Raymond Francis Chappetto (born August 20, 1945) is an American Catholic prelate who was an auxiliary bishop of the Diocese of Brooklyn in New York City from 2012 to 2022.

==Biography==

=== Early life ===
Raymond Chappetto was born on August 20, 1945, in Astoria, New York. Chappetto attended Our Lady of Mount Carmel School in Astoria, then entered Cathedral Preparatory Seminary in Brooklyn for his high school studies. He then attended Cathedral College of the Immaculate Conception in Brooklyn.

Chappetto earned a Master of Divinity degree from Our Lady of the Angels Seminary in Albany, New York. He also holds a Master of Religious Studies degree from Saint John's University in New York City.

=== Priesthood ===
Chappetto was ordained a priest for the Diocese of Brooklyn by Bishop Francis Mugavero at the Cathedral Basilica of St. James in Brooklyn on May 29, 1971. After his ordination, the diocese assigned Chappetto as parochial vicar of several parishes in the Borough of Queens in New York City:

- Saint Camillus in Rockaway Park, 1971 to 1975
- St. Pius V in Jamaica, 1975 to 1976
- Incarnation in Queens Village 1976 to 1981
- St. Helen in Howard Beach 1981 to 1983

Chappetto started his 12-year association with Our Lady of Miracles in Canarsie, Brooklyn, in 1983, first as a member of the team ministry and then as pastor. In 1995, he left Our Lady of Miracles to become episcopal vicar of Brooklyn West. In 1999, Chappetto was assigned as pastor of Our Lady of the Snows Parish in North Floral, Queens.

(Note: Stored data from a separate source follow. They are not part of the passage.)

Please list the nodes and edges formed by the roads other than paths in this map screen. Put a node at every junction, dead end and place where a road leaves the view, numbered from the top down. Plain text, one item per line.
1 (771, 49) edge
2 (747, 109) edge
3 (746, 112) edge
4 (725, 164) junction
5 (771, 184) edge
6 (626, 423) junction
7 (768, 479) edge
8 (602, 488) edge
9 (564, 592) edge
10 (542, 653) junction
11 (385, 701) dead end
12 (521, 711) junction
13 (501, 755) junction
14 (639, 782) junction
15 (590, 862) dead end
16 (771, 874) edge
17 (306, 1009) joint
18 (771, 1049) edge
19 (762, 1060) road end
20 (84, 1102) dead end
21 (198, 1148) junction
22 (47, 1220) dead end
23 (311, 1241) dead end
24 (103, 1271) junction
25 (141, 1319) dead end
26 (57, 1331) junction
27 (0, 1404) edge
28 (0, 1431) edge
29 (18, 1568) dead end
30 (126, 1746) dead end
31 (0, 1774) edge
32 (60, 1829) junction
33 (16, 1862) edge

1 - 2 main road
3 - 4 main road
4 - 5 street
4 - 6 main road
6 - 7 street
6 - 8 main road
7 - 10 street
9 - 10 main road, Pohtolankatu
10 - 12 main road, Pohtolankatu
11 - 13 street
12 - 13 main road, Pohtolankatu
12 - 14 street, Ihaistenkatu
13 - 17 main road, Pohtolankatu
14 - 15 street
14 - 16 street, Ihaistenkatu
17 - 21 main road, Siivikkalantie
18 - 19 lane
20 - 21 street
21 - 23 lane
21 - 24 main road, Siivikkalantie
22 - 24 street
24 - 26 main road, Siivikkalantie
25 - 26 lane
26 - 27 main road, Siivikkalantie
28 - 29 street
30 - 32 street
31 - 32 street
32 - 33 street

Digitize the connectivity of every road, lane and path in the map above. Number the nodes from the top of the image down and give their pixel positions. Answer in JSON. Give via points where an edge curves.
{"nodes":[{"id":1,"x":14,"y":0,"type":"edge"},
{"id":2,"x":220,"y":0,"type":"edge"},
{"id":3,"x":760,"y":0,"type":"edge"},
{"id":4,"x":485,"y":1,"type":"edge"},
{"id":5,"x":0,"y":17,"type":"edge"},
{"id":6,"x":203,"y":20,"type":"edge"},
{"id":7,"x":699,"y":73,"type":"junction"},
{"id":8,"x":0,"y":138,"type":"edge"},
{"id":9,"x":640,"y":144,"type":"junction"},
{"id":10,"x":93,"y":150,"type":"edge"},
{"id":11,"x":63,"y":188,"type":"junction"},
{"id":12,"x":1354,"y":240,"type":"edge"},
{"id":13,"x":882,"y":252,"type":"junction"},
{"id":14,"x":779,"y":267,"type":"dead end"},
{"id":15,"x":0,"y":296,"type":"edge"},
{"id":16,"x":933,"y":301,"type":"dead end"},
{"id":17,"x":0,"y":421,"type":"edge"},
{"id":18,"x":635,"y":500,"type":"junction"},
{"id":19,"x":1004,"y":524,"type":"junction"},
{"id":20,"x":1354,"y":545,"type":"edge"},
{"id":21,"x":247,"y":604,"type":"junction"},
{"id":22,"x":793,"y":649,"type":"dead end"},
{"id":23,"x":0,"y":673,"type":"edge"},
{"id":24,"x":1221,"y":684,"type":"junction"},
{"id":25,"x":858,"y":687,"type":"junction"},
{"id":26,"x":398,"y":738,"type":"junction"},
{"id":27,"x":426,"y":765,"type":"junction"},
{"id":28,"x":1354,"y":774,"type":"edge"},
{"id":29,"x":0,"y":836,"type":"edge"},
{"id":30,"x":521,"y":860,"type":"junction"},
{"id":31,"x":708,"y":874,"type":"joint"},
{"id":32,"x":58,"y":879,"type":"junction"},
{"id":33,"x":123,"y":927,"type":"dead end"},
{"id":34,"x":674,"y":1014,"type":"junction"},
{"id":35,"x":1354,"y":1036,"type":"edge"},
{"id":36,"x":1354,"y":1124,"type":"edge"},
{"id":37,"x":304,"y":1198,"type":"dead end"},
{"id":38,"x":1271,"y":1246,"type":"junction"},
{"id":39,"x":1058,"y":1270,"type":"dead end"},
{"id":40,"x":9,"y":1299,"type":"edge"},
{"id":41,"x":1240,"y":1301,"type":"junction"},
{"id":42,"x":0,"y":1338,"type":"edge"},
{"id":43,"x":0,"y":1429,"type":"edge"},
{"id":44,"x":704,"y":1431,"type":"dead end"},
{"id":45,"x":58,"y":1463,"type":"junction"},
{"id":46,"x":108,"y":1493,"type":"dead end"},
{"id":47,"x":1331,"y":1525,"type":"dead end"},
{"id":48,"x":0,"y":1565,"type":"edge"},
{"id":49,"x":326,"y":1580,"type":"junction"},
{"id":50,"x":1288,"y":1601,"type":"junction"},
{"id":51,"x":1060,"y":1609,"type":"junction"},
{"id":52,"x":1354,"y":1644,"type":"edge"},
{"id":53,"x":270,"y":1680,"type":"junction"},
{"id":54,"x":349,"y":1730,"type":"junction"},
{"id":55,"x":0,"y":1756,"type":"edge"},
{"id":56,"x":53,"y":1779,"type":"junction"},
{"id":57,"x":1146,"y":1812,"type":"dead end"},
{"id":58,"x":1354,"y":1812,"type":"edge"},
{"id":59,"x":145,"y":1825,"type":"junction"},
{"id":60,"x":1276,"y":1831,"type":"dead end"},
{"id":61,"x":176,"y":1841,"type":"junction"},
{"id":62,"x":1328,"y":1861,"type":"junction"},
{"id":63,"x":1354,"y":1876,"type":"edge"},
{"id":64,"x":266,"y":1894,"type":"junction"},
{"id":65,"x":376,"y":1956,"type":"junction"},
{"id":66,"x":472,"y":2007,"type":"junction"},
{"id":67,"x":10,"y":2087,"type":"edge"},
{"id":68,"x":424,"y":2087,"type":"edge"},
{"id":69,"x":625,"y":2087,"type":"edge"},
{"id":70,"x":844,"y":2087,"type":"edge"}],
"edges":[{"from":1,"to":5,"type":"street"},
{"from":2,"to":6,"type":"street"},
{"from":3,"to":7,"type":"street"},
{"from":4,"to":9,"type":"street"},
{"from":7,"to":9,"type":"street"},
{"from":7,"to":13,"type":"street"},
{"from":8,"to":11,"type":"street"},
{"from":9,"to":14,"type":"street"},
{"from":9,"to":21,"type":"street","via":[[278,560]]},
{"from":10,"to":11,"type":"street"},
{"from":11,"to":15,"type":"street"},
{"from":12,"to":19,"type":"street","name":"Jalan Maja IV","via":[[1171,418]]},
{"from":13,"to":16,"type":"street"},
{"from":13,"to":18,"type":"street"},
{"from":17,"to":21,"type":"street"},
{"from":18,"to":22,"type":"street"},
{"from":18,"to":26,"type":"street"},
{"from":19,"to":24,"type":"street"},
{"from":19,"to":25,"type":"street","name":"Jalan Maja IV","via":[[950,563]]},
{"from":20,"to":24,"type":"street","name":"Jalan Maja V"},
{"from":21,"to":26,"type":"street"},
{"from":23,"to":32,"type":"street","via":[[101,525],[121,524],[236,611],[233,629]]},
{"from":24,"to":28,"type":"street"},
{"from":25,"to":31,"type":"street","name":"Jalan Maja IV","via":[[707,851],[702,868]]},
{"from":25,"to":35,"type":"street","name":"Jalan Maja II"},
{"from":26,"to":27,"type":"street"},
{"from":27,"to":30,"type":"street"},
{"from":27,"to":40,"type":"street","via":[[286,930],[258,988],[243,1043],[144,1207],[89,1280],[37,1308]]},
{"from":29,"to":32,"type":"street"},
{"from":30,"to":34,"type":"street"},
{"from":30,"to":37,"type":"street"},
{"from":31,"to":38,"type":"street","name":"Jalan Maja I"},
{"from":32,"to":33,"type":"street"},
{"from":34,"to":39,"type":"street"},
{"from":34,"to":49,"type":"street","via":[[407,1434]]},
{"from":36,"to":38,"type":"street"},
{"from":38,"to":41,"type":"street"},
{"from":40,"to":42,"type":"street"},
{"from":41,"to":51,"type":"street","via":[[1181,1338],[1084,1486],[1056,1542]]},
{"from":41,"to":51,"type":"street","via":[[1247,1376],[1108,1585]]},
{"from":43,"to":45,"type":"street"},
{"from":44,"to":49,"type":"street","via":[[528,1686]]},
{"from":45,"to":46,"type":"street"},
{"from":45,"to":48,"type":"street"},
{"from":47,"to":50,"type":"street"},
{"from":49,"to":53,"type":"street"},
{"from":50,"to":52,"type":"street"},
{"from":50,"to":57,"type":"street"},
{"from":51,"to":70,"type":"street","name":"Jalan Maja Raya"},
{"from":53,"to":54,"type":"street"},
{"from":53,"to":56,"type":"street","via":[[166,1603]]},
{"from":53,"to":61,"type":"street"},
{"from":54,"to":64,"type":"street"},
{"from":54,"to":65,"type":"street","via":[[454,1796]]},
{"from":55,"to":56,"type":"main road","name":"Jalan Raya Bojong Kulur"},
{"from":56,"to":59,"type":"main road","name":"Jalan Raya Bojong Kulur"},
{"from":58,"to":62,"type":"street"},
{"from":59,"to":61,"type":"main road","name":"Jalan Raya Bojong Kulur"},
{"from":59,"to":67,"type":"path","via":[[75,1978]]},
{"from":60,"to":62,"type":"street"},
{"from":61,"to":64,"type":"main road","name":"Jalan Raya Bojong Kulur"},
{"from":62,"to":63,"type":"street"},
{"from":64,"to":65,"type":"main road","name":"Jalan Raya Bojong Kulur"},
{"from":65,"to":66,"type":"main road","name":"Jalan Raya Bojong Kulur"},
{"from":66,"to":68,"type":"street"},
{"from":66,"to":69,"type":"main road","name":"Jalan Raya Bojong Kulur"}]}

While at Our Lady of the Snows, he also served as minister for priests and in 2009 was named vicar for clergy and consecrated life. In 2012, after 13 years at Our Lady of the Snows, Chappetto was transferred to be pastor of St. Kevin's Parish in Flushing, Queens.

===Auxiliary Bishop of Brooklyn===
Chappetto was appointed titular bishop of Citium and auxiliary bishop of Brooklyn on May 2, 2012, by Pope Benedict XVI. He was consecrated by Bishop Nicholas DiMarzio on July 11, 2012. As auxiliary bishop, Chappetto served as the pastor of St. Kevin Parish in Flushing along with vicar general and vicar for clergy and consecrated life for the diocese

=== Retirement ===
Francis accepted Chappetto's resignation on March 7, 2022. Two days after, the Vatican commissioned an investigation into Chappetto. He was accused of withholding a memo concerning possible sexual abuse by a diocesan priest. The Vatican was conducting the Chappetto inquiry under the motu proprio Vos estis lux mundi, the papal order that governs how bishops handle sexual abuse allegations. In May 2023, after a thorough investigation, the Dicastery for Bishops determined that the allegations were "manifestly unfounded" and the case was closed.